Mi amigo, que era el típico artista medio hippy despreocupado por el papeleo, ha vivido, con este motivo, una impactante reconversión personal. Ahora no sólo se ha puesto camisa y corbata, ha controlado sus rastas y lleva un móvil ordenador de última generación, sino que habla como un burócrata: "Los contratantes tienen, según esta ley, la obligación de exigir ese certificado al comprar cualquier cosa para evitar ser responsables subsidiarios de incumplimientos fiscales ajenos. De esta forma, hacen de inspectores de Hacienda y se mejora el control fiscal del país". Y sentencia: "Ésta es la gran tarea de las nuevas generaciones: transparencia total para todos".
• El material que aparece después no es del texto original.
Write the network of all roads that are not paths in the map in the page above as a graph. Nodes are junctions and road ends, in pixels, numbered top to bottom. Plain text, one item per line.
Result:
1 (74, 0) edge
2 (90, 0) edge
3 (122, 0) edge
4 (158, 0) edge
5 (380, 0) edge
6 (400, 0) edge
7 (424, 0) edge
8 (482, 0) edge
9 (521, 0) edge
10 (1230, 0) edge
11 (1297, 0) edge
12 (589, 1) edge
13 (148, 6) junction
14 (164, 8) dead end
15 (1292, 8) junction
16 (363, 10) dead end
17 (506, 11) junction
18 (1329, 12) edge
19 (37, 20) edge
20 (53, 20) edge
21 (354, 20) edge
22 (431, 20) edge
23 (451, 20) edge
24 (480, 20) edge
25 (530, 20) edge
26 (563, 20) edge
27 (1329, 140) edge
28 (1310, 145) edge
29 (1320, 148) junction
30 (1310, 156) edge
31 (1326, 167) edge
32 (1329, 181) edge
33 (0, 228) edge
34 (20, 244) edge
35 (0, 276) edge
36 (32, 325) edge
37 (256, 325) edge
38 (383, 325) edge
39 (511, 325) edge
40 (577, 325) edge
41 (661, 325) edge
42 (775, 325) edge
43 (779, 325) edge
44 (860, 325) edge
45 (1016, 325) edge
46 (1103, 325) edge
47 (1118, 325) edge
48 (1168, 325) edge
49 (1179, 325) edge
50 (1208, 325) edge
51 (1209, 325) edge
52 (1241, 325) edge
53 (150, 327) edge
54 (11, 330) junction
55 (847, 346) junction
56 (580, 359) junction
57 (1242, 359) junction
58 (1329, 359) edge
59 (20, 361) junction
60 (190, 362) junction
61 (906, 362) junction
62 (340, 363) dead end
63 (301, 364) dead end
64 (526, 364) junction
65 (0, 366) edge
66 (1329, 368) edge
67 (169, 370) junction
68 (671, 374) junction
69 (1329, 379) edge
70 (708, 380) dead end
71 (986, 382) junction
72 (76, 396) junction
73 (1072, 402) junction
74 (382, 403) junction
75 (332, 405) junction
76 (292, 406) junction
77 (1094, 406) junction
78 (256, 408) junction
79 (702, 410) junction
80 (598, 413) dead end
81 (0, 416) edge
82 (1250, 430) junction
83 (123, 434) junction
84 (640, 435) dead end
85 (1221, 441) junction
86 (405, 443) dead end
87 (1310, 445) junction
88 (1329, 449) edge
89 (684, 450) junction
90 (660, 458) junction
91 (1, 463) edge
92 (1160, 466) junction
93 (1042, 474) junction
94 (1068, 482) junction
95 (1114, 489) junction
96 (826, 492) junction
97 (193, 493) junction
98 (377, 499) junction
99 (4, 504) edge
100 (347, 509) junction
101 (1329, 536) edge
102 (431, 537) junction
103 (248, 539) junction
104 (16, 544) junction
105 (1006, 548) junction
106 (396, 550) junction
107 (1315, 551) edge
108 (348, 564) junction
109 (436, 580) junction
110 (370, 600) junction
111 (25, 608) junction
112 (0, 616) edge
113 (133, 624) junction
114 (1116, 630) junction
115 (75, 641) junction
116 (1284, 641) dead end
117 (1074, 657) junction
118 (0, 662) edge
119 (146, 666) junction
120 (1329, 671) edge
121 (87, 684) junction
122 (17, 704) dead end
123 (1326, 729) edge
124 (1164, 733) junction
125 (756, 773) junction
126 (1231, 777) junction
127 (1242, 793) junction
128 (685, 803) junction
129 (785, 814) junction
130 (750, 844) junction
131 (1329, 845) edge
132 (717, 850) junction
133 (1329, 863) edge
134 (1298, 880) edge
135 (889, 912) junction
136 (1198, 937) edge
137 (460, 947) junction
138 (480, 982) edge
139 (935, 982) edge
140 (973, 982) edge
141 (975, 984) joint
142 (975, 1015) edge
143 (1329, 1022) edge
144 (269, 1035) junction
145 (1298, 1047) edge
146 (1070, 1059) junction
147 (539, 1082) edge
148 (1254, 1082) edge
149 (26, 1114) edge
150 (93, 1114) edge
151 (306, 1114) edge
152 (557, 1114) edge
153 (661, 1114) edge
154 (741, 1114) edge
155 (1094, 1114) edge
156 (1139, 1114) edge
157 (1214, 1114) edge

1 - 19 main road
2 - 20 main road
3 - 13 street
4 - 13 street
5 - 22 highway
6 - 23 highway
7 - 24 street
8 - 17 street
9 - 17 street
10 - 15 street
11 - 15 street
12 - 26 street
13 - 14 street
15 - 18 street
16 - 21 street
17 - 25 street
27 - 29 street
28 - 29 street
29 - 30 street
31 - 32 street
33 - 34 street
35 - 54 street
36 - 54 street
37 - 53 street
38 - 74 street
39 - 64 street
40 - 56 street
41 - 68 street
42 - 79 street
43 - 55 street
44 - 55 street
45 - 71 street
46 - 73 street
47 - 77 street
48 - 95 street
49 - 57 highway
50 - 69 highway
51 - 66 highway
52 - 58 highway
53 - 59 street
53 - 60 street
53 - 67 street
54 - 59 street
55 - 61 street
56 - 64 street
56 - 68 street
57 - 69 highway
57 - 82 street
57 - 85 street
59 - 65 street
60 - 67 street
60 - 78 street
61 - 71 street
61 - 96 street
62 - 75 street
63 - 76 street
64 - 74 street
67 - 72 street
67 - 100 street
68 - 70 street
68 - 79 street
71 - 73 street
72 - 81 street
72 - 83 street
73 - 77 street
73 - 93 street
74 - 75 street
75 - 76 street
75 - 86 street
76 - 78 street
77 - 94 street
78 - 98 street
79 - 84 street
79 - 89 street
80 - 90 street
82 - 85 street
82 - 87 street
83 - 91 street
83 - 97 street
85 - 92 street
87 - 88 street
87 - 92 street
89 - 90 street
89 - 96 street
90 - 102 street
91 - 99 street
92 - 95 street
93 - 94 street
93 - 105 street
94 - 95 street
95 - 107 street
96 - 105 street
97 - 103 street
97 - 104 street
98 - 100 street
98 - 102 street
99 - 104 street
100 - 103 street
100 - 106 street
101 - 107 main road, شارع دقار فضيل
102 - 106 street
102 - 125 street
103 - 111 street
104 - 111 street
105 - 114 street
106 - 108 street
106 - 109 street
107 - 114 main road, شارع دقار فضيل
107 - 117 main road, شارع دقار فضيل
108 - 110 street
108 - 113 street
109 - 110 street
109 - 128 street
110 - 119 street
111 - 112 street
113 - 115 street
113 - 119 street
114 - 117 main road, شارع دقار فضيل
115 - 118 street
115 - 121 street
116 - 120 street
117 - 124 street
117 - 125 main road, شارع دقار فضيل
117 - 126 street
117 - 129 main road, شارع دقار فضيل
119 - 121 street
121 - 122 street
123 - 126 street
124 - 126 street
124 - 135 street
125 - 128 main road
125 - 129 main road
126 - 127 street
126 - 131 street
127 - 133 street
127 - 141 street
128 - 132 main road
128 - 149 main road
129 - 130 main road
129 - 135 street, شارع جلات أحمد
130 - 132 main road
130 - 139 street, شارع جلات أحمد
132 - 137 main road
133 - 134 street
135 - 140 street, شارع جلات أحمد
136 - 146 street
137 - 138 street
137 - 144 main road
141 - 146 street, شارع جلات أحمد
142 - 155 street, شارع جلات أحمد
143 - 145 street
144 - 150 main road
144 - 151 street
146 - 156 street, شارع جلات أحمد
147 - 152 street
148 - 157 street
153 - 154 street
Le tuve que pedir, dos veces, que me explicara lo que quería decir y lo hizo con corrección precisa y convicción misionera: "Hay mucha gente que vende cosas por ahí sin control. ¿No lo sabías? Yo he decidido acogerme a esta ley en todos mis actos vitales, así que cuando vaya al supermercado exigiré un certificado similar para comprobar que están al día en el pago de sus impuestos, lo mismo en la farmacia, en un restaurante o en cualquier otro sitio: hay que presionar a favor de la transparencia total. ¿Es ético que yo compre pan, un disco o cebollas a quien quizás no respeta sus obligaciones fiscales? Si me piden a mí un certificado, yo me veo obligado exigir otro para no ser responsable subsidiario de fraudes ajenos. Lo contrario sería discriminación. ¿No somos todos iguales ante la ley?".
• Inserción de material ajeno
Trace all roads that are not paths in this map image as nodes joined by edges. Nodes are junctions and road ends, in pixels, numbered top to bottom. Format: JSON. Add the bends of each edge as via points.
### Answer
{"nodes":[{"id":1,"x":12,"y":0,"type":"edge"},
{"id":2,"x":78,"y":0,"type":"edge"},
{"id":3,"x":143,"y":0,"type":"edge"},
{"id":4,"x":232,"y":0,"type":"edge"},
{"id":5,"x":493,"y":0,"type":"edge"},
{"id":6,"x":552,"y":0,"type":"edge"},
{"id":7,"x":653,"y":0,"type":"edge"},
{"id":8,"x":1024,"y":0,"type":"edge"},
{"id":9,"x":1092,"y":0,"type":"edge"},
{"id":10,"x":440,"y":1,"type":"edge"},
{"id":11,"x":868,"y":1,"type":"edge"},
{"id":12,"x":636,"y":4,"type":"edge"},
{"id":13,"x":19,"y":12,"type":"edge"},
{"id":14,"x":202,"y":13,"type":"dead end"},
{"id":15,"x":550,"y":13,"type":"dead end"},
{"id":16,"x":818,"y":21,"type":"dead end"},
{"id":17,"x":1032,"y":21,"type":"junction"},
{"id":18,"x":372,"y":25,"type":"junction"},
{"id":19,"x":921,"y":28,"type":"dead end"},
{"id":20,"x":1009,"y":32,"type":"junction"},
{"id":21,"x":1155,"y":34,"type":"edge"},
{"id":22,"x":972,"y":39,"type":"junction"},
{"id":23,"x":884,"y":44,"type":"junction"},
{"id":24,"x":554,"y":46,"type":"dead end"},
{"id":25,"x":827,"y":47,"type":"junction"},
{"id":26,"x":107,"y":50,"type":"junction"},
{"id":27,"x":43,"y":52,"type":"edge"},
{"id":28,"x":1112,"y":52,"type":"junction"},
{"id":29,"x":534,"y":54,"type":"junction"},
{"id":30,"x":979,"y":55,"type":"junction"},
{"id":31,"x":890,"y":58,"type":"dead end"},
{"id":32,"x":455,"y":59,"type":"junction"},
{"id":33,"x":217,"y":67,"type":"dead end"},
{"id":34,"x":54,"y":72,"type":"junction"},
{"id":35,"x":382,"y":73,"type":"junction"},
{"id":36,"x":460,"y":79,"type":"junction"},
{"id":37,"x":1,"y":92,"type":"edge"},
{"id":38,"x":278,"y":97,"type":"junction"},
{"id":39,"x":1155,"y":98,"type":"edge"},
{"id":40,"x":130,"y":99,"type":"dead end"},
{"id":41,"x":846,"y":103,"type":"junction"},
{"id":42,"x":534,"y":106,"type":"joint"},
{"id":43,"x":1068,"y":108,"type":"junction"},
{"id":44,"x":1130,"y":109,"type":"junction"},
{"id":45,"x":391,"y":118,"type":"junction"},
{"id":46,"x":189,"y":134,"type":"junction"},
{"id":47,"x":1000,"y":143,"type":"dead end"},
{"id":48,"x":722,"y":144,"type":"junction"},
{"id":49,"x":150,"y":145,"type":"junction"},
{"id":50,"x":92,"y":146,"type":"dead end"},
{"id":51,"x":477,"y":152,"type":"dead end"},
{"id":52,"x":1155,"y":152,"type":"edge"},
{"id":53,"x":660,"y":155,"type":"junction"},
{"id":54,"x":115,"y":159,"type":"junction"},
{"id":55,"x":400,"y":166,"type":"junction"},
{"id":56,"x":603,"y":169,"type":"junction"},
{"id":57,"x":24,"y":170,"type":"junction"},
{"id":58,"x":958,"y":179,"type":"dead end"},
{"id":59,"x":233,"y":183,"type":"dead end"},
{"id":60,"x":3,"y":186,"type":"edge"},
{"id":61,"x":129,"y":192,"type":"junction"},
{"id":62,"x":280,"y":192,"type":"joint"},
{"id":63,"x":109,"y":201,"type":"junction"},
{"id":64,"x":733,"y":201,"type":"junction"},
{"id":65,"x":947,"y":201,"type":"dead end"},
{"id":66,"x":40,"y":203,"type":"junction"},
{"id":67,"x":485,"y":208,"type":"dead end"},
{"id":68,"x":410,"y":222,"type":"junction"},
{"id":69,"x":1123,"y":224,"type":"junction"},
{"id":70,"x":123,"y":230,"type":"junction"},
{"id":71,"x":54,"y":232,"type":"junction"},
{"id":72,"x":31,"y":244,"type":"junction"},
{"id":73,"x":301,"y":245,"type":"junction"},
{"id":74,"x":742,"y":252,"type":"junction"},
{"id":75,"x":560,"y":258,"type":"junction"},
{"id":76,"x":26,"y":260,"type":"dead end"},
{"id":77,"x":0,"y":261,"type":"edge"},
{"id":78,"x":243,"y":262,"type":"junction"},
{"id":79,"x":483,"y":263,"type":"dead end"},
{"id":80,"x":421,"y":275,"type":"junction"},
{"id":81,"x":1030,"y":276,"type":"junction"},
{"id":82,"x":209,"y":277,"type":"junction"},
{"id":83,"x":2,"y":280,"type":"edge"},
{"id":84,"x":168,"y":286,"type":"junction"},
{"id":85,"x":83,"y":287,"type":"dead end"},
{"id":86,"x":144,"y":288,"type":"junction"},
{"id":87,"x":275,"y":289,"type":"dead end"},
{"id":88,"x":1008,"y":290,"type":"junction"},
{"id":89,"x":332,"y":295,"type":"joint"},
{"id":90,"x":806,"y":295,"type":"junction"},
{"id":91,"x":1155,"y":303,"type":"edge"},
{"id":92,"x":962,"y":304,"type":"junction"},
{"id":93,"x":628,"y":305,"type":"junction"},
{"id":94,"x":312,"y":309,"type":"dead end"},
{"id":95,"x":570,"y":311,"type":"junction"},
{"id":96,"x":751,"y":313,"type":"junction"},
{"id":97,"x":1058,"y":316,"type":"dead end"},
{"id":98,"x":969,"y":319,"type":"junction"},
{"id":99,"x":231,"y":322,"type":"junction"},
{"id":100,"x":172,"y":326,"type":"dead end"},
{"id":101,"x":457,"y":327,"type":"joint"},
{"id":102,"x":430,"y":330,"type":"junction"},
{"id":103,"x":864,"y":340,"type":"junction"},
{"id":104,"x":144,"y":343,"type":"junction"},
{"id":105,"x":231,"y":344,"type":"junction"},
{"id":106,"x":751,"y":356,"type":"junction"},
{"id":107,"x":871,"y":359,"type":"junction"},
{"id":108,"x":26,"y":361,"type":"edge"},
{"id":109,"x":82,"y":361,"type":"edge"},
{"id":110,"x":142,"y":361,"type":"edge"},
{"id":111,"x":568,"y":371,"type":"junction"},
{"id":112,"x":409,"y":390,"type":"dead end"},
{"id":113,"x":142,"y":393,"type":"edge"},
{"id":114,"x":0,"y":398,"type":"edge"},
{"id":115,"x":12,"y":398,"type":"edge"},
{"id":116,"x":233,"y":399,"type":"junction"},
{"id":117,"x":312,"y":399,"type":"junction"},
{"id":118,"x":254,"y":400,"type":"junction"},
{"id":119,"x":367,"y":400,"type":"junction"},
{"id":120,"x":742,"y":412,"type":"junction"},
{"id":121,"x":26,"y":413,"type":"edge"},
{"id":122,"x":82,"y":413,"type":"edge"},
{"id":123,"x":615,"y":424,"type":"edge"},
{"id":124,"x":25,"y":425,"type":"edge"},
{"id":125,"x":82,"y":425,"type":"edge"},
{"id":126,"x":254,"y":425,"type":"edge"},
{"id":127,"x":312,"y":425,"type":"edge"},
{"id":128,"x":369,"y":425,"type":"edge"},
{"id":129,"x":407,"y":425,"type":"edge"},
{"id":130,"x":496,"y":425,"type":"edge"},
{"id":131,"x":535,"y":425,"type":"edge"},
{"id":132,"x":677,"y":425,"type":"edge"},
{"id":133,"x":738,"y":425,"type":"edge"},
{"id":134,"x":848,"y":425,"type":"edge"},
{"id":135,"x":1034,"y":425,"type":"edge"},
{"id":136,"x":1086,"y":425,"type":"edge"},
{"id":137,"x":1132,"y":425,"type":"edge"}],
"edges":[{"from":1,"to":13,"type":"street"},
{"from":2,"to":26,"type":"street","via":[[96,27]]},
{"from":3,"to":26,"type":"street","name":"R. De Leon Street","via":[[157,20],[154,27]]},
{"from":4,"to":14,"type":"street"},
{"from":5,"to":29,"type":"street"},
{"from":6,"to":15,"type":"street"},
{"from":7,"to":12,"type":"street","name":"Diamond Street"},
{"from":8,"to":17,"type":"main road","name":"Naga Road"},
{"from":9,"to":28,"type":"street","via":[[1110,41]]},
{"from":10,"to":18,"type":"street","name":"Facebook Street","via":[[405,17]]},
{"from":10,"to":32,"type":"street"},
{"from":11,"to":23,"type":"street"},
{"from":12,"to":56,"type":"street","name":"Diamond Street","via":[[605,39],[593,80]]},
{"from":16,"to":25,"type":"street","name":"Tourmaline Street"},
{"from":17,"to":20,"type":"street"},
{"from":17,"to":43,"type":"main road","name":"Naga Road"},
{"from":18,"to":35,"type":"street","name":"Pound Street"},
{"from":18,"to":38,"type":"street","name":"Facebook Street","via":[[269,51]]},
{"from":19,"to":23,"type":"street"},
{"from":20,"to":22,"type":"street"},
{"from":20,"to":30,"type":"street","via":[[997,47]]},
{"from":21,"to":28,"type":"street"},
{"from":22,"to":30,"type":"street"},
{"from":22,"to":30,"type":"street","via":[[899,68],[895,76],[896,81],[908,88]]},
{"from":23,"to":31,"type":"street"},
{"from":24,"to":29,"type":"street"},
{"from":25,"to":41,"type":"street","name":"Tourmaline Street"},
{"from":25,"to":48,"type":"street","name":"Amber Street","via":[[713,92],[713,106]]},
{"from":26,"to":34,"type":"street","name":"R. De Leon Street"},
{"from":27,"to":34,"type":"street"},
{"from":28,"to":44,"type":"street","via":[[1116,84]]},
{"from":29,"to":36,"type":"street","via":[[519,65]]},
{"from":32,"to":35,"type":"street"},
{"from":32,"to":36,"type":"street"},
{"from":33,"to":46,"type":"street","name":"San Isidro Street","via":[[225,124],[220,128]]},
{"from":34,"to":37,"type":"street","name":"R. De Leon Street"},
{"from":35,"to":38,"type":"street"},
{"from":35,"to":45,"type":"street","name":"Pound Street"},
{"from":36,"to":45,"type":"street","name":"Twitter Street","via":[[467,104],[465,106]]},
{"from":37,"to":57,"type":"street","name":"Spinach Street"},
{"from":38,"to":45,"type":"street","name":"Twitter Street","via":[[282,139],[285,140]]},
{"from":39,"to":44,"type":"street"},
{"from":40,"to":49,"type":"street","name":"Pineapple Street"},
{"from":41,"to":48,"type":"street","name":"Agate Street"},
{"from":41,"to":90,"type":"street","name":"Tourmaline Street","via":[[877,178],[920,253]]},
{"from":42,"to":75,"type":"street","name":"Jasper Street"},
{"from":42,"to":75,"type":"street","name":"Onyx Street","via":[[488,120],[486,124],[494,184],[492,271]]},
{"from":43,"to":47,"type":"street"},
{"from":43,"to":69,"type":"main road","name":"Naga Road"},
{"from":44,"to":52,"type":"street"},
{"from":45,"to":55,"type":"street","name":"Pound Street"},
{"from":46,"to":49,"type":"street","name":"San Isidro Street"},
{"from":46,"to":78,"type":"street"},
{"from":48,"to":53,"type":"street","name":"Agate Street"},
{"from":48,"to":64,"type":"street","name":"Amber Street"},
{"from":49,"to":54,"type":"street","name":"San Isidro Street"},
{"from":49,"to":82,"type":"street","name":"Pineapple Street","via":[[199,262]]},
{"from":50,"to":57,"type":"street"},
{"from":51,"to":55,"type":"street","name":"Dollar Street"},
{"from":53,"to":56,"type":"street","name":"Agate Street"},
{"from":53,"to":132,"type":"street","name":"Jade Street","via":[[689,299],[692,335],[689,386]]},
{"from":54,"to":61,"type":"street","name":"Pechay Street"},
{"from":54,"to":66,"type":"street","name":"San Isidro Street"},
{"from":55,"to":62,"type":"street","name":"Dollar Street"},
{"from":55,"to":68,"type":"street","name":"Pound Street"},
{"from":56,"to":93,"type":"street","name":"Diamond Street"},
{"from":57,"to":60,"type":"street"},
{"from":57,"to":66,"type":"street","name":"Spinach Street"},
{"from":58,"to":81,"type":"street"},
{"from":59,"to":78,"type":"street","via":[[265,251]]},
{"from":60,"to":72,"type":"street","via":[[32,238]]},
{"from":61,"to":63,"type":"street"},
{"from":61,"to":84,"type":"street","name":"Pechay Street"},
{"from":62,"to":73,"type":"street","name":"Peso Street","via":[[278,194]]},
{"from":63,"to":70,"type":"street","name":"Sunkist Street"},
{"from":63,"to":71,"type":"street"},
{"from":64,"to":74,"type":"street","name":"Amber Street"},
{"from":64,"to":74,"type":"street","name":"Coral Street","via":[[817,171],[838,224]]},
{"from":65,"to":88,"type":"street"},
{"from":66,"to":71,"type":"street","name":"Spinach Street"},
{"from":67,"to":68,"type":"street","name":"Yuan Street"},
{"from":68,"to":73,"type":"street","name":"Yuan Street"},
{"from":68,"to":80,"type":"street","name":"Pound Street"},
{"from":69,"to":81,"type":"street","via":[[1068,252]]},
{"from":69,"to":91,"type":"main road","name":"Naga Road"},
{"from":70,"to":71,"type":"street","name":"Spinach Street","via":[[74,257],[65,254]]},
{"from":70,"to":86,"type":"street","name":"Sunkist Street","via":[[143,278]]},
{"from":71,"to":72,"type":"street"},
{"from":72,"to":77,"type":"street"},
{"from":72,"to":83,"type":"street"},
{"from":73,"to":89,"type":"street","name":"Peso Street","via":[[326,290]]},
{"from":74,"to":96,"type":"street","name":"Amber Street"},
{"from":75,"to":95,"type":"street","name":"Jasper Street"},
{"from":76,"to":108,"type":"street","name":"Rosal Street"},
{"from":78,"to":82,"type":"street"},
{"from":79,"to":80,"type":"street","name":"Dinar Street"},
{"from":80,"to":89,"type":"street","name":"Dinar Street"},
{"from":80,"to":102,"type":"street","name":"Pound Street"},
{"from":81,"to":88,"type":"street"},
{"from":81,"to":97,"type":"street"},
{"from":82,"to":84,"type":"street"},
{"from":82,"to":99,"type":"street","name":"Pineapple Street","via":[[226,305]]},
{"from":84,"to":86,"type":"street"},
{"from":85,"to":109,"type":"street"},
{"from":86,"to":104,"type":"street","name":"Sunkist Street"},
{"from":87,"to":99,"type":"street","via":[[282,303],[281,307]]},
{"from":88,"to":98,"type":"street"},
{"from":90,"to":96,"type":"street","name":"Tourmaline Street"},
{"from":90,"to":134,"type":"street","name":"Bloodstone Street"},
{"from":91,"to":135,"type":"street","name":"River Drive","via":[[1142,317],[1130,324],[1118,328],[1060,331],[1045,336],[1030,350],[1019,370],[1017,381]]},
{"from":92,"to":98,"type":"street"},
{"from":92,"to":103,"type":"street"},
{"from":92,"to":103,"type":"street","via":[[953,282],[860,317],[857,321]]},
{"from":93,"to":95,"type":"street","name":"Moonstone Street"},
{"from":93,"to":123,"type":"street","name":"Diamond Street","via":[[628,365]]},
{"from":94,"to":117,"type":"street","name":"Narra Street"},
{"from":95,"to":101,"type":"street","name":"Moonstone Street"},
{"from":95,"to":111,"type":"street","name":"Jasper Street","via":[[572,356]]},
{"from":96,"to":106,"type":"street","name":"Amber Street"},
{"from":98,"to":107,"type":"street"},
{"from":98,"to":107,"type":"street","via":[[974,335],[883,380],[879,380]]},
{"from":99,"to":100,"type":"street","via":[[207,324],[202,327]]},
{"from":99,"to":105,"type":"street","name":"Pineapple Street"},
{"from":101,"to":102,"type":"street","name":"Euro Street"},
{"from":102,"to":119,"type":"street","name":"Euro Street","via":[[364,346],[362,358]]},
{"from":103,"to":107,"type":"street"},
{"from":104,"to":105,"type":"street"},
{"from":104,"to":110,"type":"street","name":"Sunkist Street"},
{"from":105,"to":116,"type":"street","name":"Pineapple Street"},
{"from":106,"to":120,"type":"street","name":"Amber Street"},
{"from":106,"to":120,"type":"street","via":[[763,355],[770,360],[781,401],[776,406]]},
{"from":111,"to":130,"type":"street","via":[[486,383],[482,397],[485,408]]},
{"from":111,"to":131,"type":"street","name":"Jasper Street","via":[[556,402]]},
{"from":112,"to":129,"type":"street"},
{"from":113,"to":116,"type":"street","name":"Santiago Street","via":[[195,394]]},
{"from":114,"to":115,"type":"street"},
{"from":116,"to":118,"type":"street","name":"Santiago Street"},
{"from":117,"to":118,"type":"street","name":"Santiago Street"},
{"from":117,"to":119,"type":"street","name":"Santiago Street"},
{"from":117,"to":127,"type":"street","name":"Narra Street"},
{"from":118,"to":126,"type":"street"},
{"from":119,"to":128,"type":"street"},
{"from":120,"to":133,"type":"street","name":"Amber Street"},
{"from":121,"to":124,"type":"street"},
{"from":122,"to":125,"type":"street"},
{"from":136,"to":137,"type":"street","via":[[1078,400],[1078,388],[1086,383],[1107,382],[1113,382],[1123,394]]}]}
Conforme hablaba se le iluminaba la mirada: se había enamorado de la idea hasta el punto de que ya imaginaba un mundo perfecto en su transparencia. "No hay excusa: hoy cualquiera, a través de Internet, puede lograr su certificado de salud fiscal en un santiamén. Es fácil con las nuevas generaciones de móviles. Así que cualquier compra ha de tener la garantía de que se hace con plena legalidad. Es lo que dijo Montserrat Caballé la noche de los Goya: ¡guerra a los piratas!". Como si estuviera en éxtasis, mi amigo apostilló: "Los artistas estamos para romper límites, ampliarlos: ésta es mi nueva obra de arte, con pleno sentido social. ¡El certificado es bello, nada más hermoso y representativo de nuestra sociedad! ¡Certificados fiscales para todos! Hay que hacer un gran debate sobre esta seña de identidad contemporánea. Si la vida consiste en comprar y vender, lo menos que se puede pedir, como condición de paz, es transparencia".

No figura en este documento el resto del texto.